Evan Gershkovich was detained in Russia on espionage charges, which both The WSJ and the U.S. government strongly deny. Another U.S. national, Paul Whelan, a corporate-security executive, and former U.S. Marine, has been held since 2018 and was convicted of espionage in 2020 in a trial dismissed by the U.S. as a sham. The U.S. considers both individuals to be wrongfully detained.
Observers in the U.S. see the possibility of head-for-head trades with Russia as the most likely way for these Americans to return home. The theory is supported by previous high-profile deals, such as the release of women’s basketball star Brittney Griner after nearly 10 months of detention on drug charges.
Alexander Vinnik‘s lawyer recently filed court documents in California, expressing the intention to modify a protective order in Vinnik’s case. The goal is to advocate more openly for Vinnik’s trading potential and push for his inclusion in a prisoner swap. The lawyer argues that public campaigning is crucial to maximizing the chances of such an exchange.

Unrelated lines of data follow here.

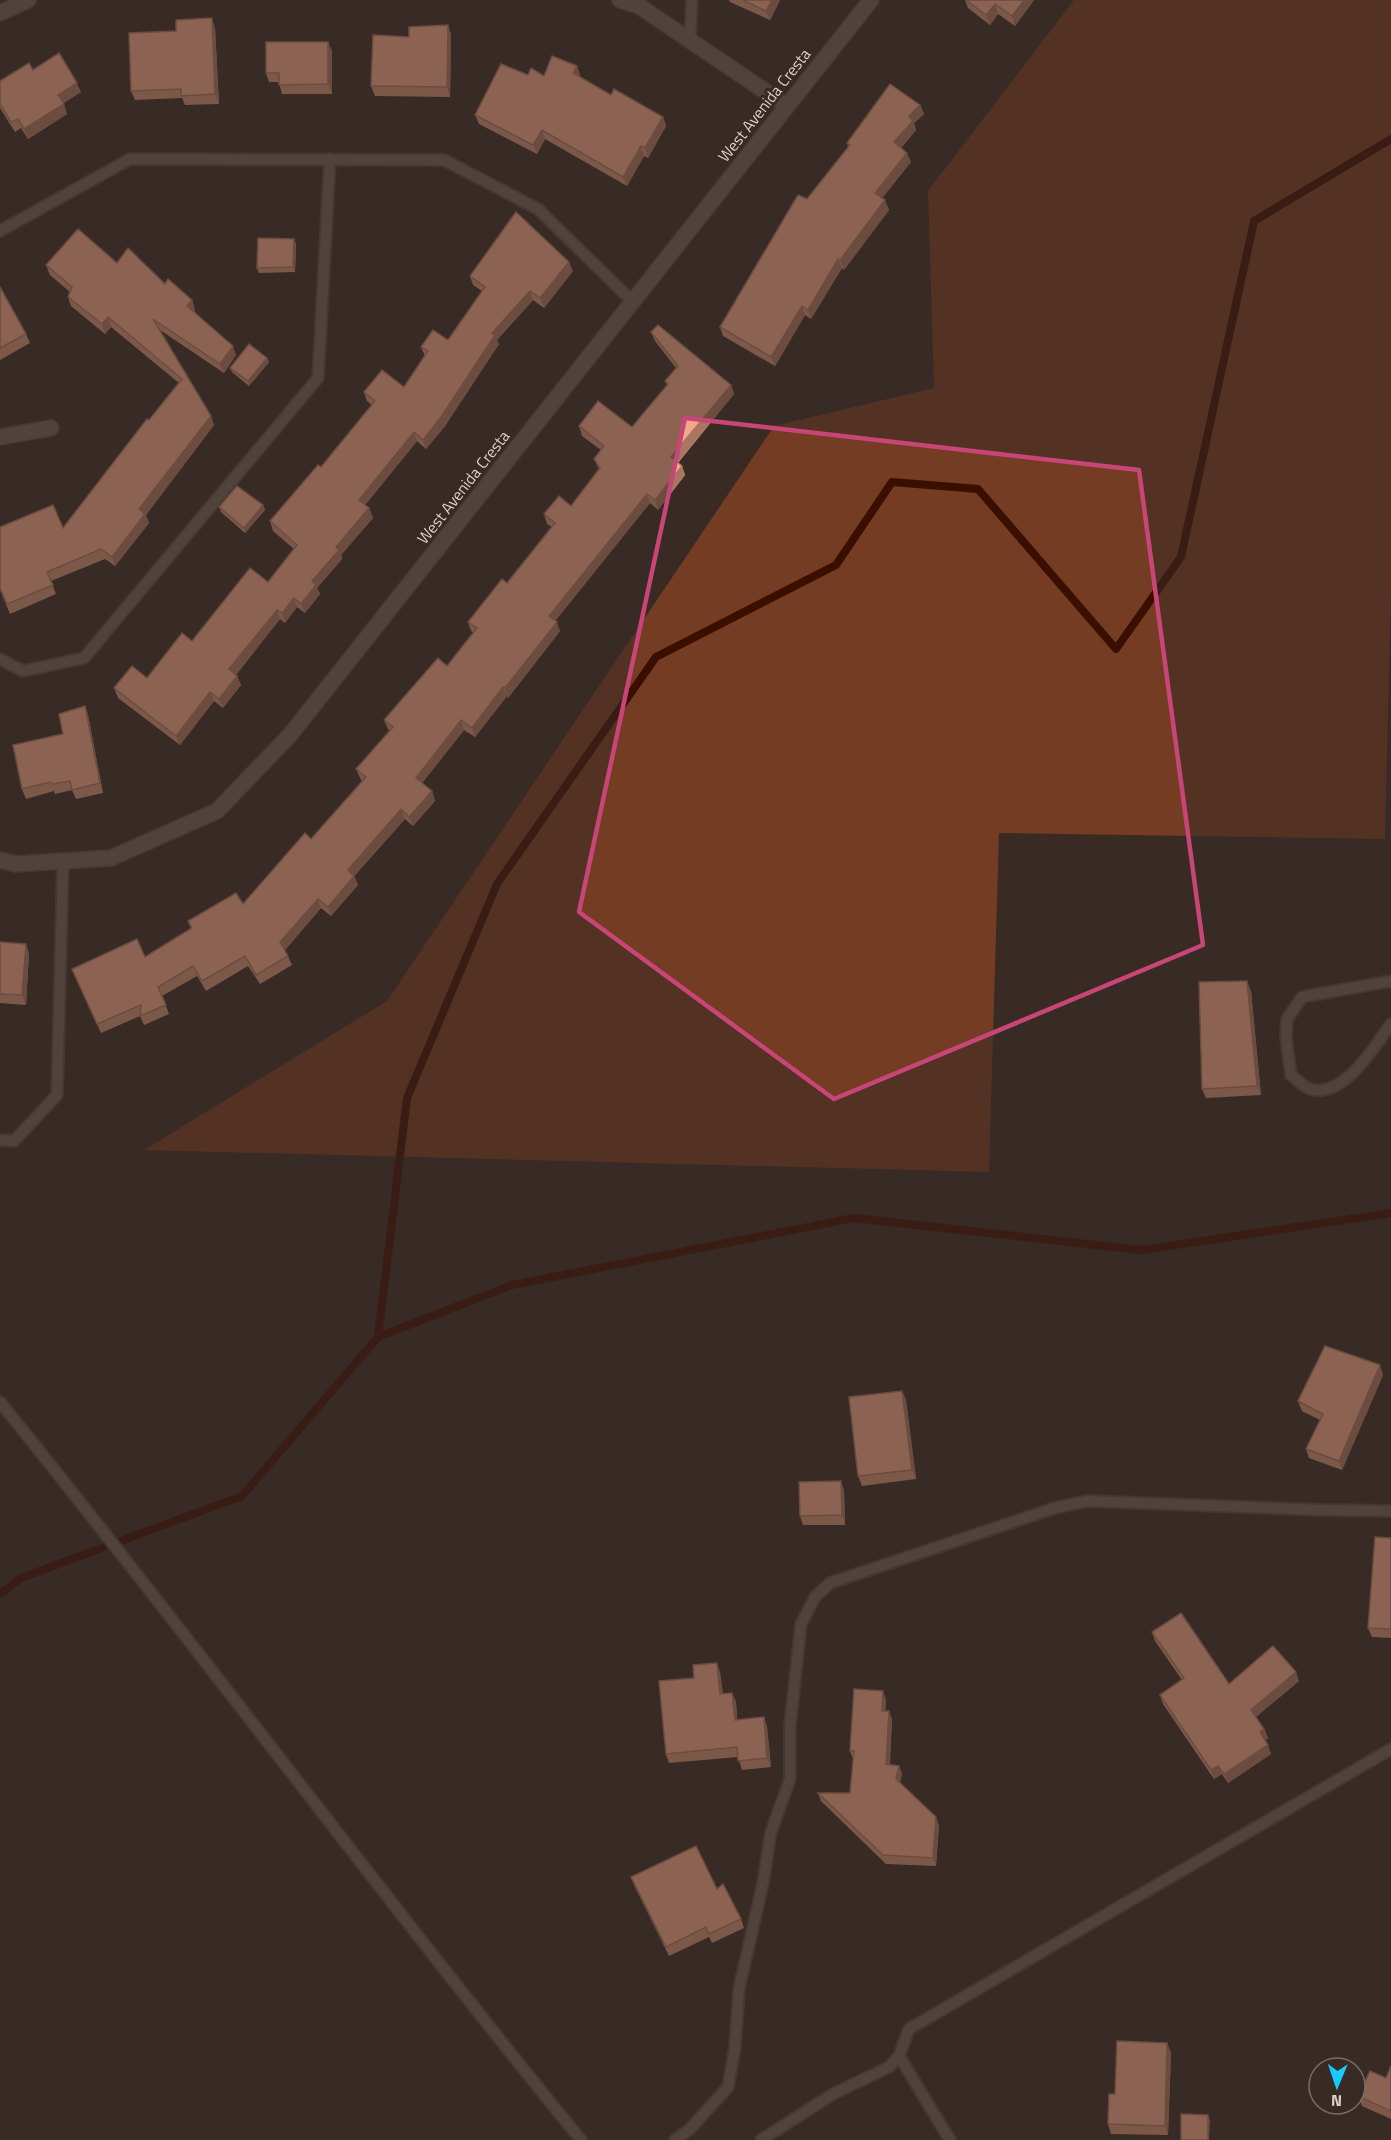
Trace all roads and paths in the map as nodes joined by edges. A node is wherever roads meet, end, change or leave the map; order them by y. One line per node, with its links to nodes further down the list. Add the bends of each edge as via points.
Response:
1 (28, 0): 5 (street)
2 (620, 0): 6 (street, via 639,6)
3 (692, 0): 6 (lane)
4 (871, 0): 7 (street, West Avenida Cresta)
5 (0, 13)
6 (690, 40): 7 (street)
7 (787, 106): 10 (street, West Avenida Cresta)
8 (330, 159): 9 (lane, via 130,159); 10 (lane, via 444,160 538,209); 13 (lane, via 318,378 84,658 23,671)
9 (0, 231)
10 (632, 301): 15 (street, West Avenida Cresta, via 290,735 217,811 111,858)
11 (51, 428): 12 (street)
12 (0, 437)
13 (0, 659)
14 (0, 860): 15 (street, West Avenida Cresta, via 16,864)
15 (63, 861): 18 (lane, via 57,1095 14,1142)
16 (1391, 981): 17 (lane, via 1302,997 1287,1019 1291,1075 1309,1089 1330,1090 1354,1072)
17 (1391, 1024)
18 (0, 1140)
19 (0, 1402): 23 (lane)
20 (1391, 1511): 24 (lane, via 1087,1501 1055,1508 830,1583 815,1597 801,1624 790,1726 790,1779 771,1832 764,1883 740,1989 728,2087)
21 (1391, 1749): 22 (lane, via 909,2029)
22 (898, 2056): 25 (lane, via 889,2067 833,2094); 26 (lane)
23 (581, 2140)
24 (675, 2140)
25 (761, 2140)
26 (950, 2140)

According to the U.S. indictment, BTC-e operated without proper registration as a money services business with the U.S. Department of Treasury. The indictment further alleges that the exchange lacked anti-money laundering processes, appropriate “know your customer” (KYC) verification systems, and an anti-money laundering program, all required by federal law.
The indictment claims that Alexander Vinnik, the co-founder of BTC-e, ran a profitable money-laundering operation through the exchange and allegedly facilitated activities such as ransomware extortions, identity theft schemes, and narcotics distribution.